**What is required**
Copy each line below in which the string "index" appears.

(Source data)
○ ○ ○

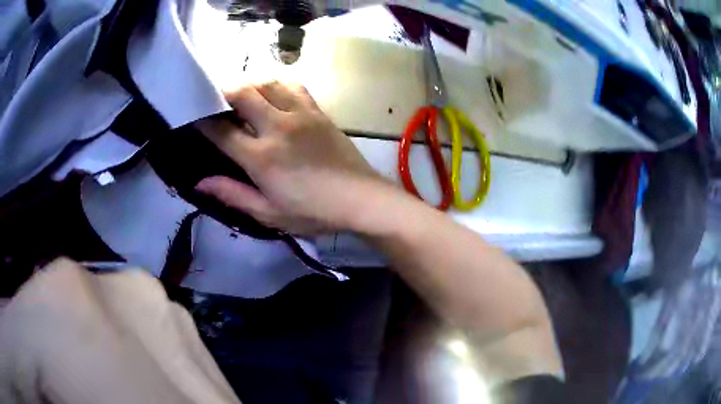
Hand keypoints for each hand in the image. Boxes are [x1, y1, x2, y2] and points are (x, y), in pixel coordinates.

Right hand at [195, 81, 394, 234]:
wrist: (361, 199)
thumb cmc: (313, 212)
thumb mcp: (269, 213)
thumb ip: (233, 195)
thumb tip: (200, 183)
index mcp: (261, 157)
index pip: (221, 130)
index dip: (202, 121)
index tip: (193, 116)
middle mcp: (277, 127)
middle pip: (242, 93)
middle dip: (223, 91)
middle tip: (215, 98)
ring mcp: (300, 114)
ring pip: (267, 82)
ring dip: (250, 84)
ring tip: (241, 94)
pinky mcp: (317, 111)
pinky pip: (293, 86)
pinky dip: (277, 85)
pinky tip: (272, 94)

○ ○ ○

**Written answer**
index mcp: (261, 157)
index pip: (221, 130)
index dip: (202, 121)
index tip: (193, 116)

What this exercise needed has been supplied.